Ya know you're right Elder.

Bring on the loud laughter sez I.

On that note, I would think there are a number of newbies here who have never heard of the classic RfM post known to us affectionately as "Elder Kotex Head":


>>The Kotex Story (for those who missed it one of the other 10 times
Date: Mar 23 00:45
Author: annonnn

"I was offline, and when I came back, the "Funniest Story" thread had been closed. I still vote for the hamster story, and will probably go to my grave laughinng about it, but, for what it's worth, here goes the Kotex story again, with a minor change, because I talked about it recently with an old friend I seldom see who was also present (another apostate) and he, who has a better memory than I, remembered one significant detail differently.) It was High Council Sunday, which, in and of itself was bad enough, but to walk in and see Brother X, the reigning a$$hole of the entire stake if not the entire region, was to know that the meeting would ruin the entire day for everyone present. This guy was so bad that people who were in the know on such things as high council visitation schedules would visit relatives out of town or find reasons to attend other wards when he was scheduled to speak. The problem there was that such things were often subject to change with vert little notice, so you'd get there and see him, and you'd be stuck. Besides, my dad was either the bishop or in the pric for a large part of my childhood, so we couldn't be skipping off every time Brother X appeared. Theoretically twelve H. C.'s should equal one official visit per year plus ward conference from the guy, but he always seemed to end up with us more often. Just the luck of the draw, I guess.

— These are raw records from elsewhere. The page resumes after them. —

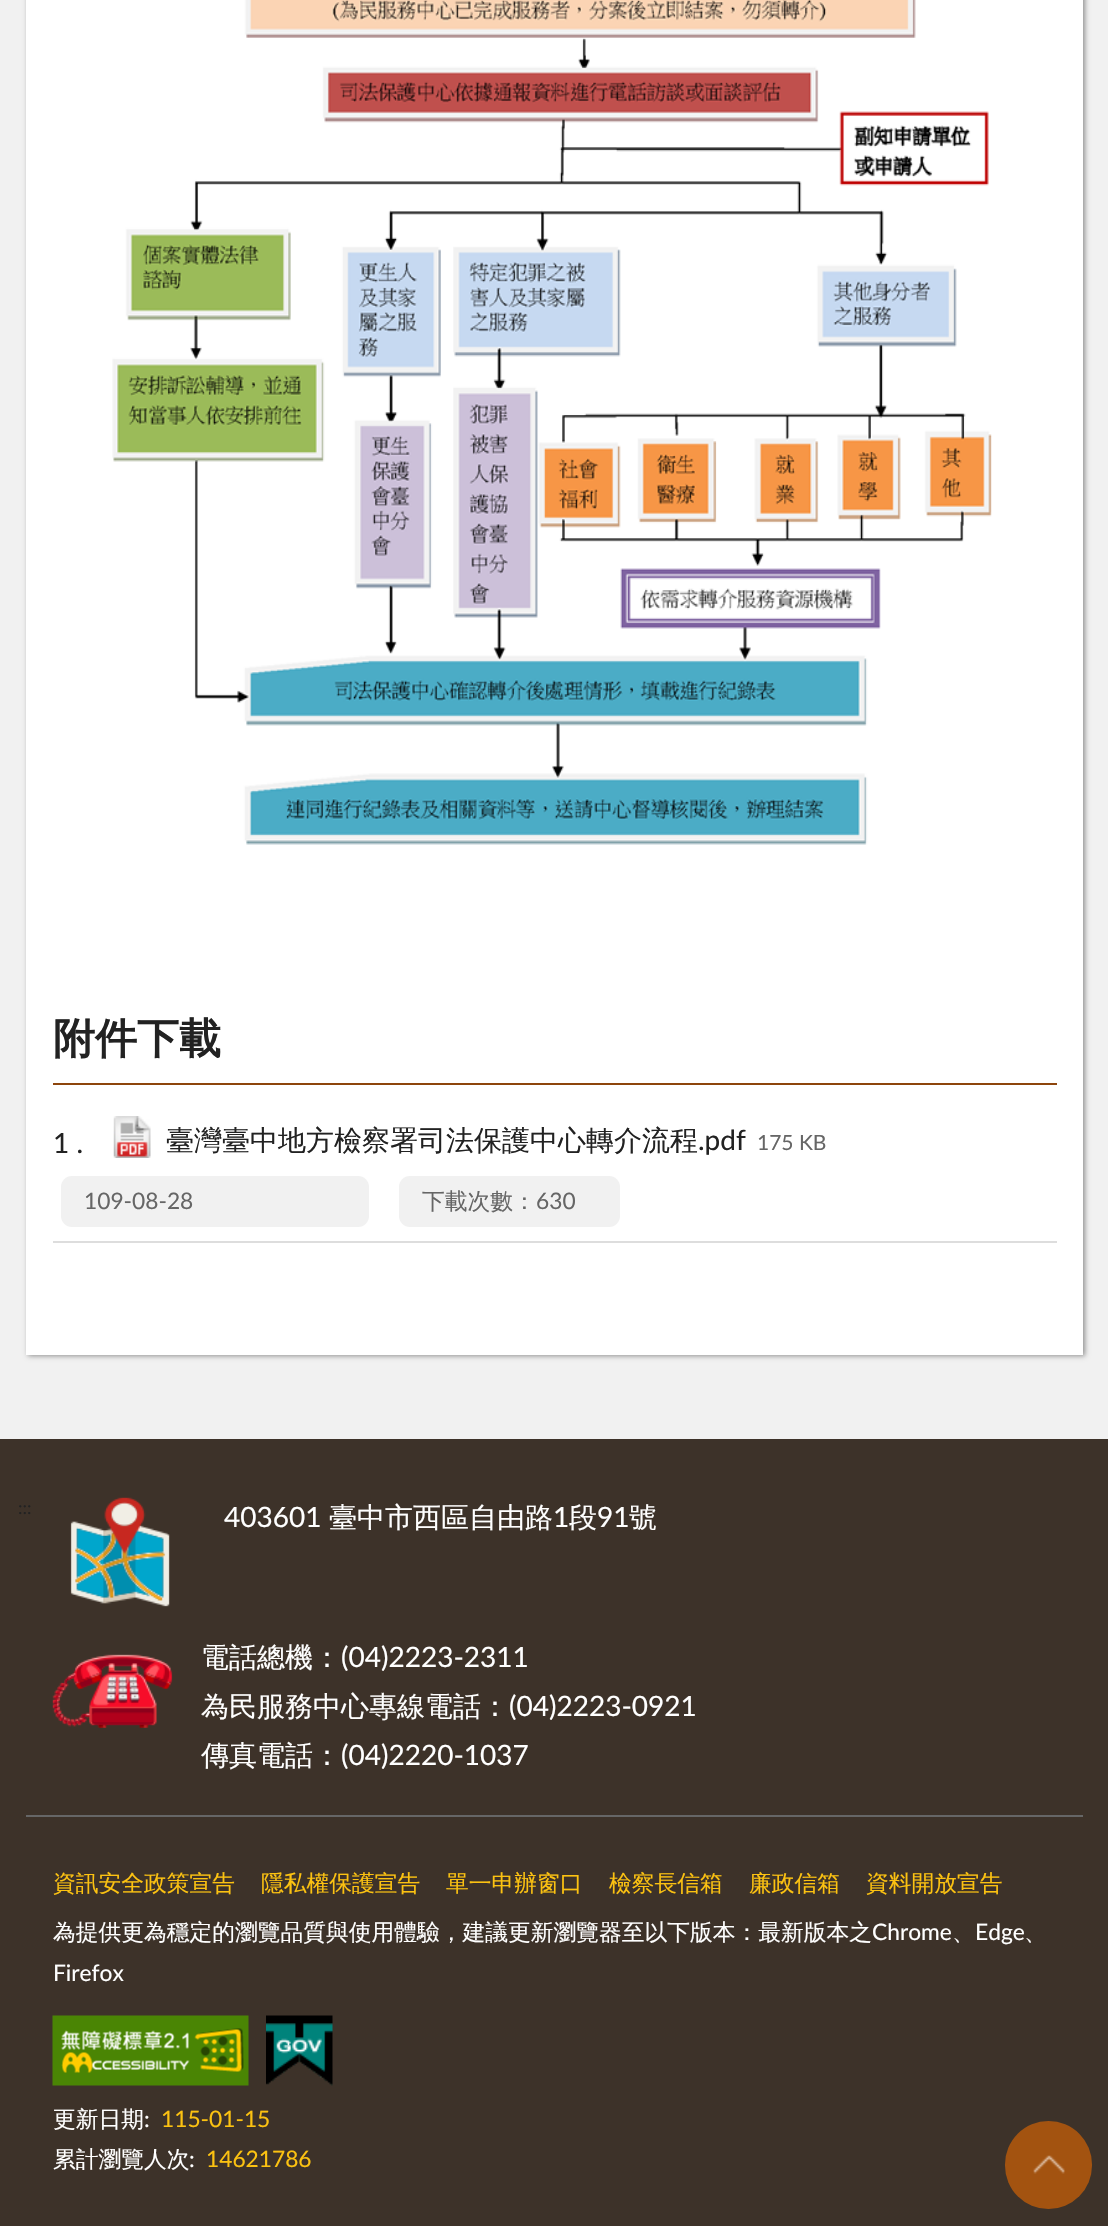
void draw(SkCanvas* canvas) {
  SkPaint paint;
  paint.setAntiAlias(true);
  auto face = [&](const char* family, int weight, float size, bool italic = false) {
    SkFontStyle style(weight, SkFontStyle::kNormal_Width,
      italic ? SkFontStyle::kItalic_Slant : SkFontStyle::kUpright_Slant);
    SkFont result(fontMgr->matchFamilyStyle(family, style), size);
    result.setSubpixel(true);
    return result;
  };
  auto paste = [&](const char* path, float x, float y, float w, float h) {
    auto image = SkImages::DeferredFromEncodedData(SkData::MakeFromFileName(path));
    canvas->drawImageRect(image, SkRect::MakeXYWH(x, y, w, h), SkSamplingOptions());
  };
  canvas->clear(0xff3d3229);
  paint.setColor(0xfff1f1f1);
  canvas->drawRect(SkRect::MakeXYWH(0, 0, 1108, 1439), paint);
  paint.setColor(0x66000000);
  paint.setMaskFilter(SkMaskFilter::MakeBlur(kNormal_SkBlurStyle, 2.5f));
  canvas->drawRect(SkRect::MakeXYWH(28, -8, 1057, 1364), paint);
  paint.setMaskFilter(nullptr);
  paint.setColor(0xffffffff);
  canvas->drawRect(SkRect::MakeXYWH(26, 0, 1057, 1355), paint);
  paste("img/1.png", 112, 0, 880, 845);
  paint.setColor(0xff8d450c);
  canvas->drawRect(SkRect::MakeXYWH(53, 1083, 1004, 2), paint);
  paint.setColor(0xffdddddd);
  canvas->drawRect(SkRect::MakeXYWH(53, 1241, 1004, 2), paint);
  paste("img/2.png", 113, 1116, 38, 42);
  paint.setColor(0xfff1f1f1);
  canvas->drawRoundRect(SkRect::MakeXYWH(61, 1176, 308, 51), 11, 11, paint);
  canvas->drawRoundRect(SkRect::MakeXYWH(399, 1176, 221, 51), 11, 11, paint);
  paste("img/3.png", 70, 1497, 100, 110);
  paste("img/4.png", 52, 1654, 121, 74);
  paint.setColor(0xff666666);
  canvas->drawRect(SkRect::MakeXYWH(26, 1815, 1057, 2), paint);
  paste("img/5.png", 52, 2015, 197, 71);
  paste("img/6.png", 266, 2015, 67, 71);
  paint.setColor(0xffa35310);
  canvas->drawRoundRect(SkRect::MakeXYWH(1005, 2121, 87, 88), 43.5f, 43.5f, paint);
  paste("img/7.png", 1033, 2155, 32, 19);
  auto f0 = face("WenQuanYi Zen Hei", 700, 42);
  paint.setColor(0xff222222);
  canvas->drawString("附件下載", 53, 1053, f0, paint);
  auto f1 = face("Lato", 400, 28);
  canvas->drawString("1 .", 53, 1153, f1, paint);
  auto f2 = face("WenQuanYi Zen Hei", 500, 28);
  canvas->drawString("臺灣臺中地方檢察署司法保護中心轉介流程", 166, 1150, f2, paint);
  canvas->drawString(".pdf", 698, 1150, f1, paint);
  auto f3 = face("Lato", 400, 21);
  paint.setColor(0xff666666);
  canvas->drawString("175 KB", 757, 1150, f3, paint);
  auto f4 = face("Lato", 400, 22.75f);
  canvas->drawString("109-08-28", 84, 1209, f4, paint);
  auto f5 = face("WenQuanYi Zen Hei", 500, 22.75f);
  canvas->drawString("下載次數：", 422, 1209, f5, paint);
  canvas->drawString("630", 536, 1209, f4, paint);
  auto f6 = face("Lato", 400, 18);
  paint.setColor(0xff222222);
  canvas->drawString(":::", 18, 1514, f6, paint);
  paint.setColor(0xffffffff);
  canvas->drawString("403601", 224, 1527, f1, paint);
  canvas->drawString("臺中市西區自由路", 329, 1527, f2, paint);
  canvas->drawString("1", 553, 1527, f1, paint);
  canvas->drawString("段", 569, 1527, f2, paint);
  canvas->drawString("91", 597, 1527, f1, paint);
  canvas->drawString("號", 629, 1527, f2, paint);
  canvas->drawString("電話總機：", 201, 1667, f2, paint);
  canvas->drawString("(04)2223-2311", 341, 1667, f1, paint);
  canvas->drawString("為民服務中心專線電話：", 201, 1716, f2, paint);
  canvas->drawString("(04)2223-0921", 509, 1716, f1, paint);
  canvas->drawString("傳真電話：", 201, 1765, f2, paint);
  canvas->drawString("(04)2220-1037", 341, 1765, f1, paint);
  paint.setColor(0xfffcc211);
  {
    const struct { const char* s; float x, y; } items[] = {
      {"資訊安全政策宣告", 53, 1891},
      {"隱私權保護宣告", 261, 1891},
      {"單一申辦窗口", 446, 1891},
      {"檢察長信箱", 609, 1891},
      {"廉政信箱", 749, 1891},
      {"資料開放宣告", 866, 1891},
    };
    for (auto [s, x, y] : items) {
      canvas->drawString(s, x, y, f5, paint);
    }
  }
  paint.setColor(0xffffffff);
  canvas->drawString("為提供更為穩定的瀏覽品質與使用體驗，建議更新瀏覽器至以下版本：最新版本之", 53, 1940, f5, paint);
  canvas->drawString("Chrome", 872, 1940, f4, paint);
  canvas->drawString("、", 952, 1940, f5, paint);
  canvas->drawString("Edge", 975, 1940, f4, paint);
  canvas->drawString("、", 1024, 1940, f5, paint);
  canvas->drawString("Firefox", 53, 1981, f4, paint);
  canvas->drawString("更新日期", 53, 2127, f5, paint);
  canvas->drawString(":", 144, 2127, f4, paint);
  paint.setColor(0xfffcc211);
  canvas->drawString("115-01-15", 161, 2127, f4, paint);
  paint.setColor(0xffffffff);
  canvas->drawString("累計瀏覽人次", 53, 2167, f5, paint);
  canvas->drawString(":", 189, 2167, f4, paint);
  paint.setColor(0xfffcc211);
  canvas->drawString("14621786", 206, 2167, f4, paint);
}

The man was a composite of the worst qualities of thomas s., boyd K., and Richard G. Scott, or whatever his middle initial is. Brother X thought so highly of himself that he couldn't quite fathom why he hadn't been translated into a celestial being, or at the very least, sucked up into the great body of G.A.'s. He once made an allusion to his calling and election having been made sure (is that called the second annointment?) though not in so many words. I didn't know they did that with regular people. I always thought you had to at least be in a temple presidency or something to achieve that status. But I digress.
Anyway, it was h. c. Sunday, and I walked in to see him on the stand with what was then his entire family. My friend and I think there were six children at that point.
The kids ranged from just a few months to almost two to almost three, to twin four-year-olds and a five -year-old, or pretty close to that. The mother spoke first while the dad struggled with all the kids. In a normal situation, someone else might have helped the guy out while his wife spoke, but he was such a consummate a$$hole that even the righteous among us probably enjoyed seeing him squirm. Then the mother finished her talk, which absolutely no one heard enough to make any sense of because of the ruckus going on behind her, and she took the twin four-year-olds and the five-year-old to stand near the piano to sing for us while she accompanied them. I think they sang "I Am a Child of God" and that one about "I love brother, he loves me, etc., etc,. we are a happy family." It was actually pretty funny because they were practically killing each other the whole time their mother spoke, and they were still poking and elbow-jabbing through the songs.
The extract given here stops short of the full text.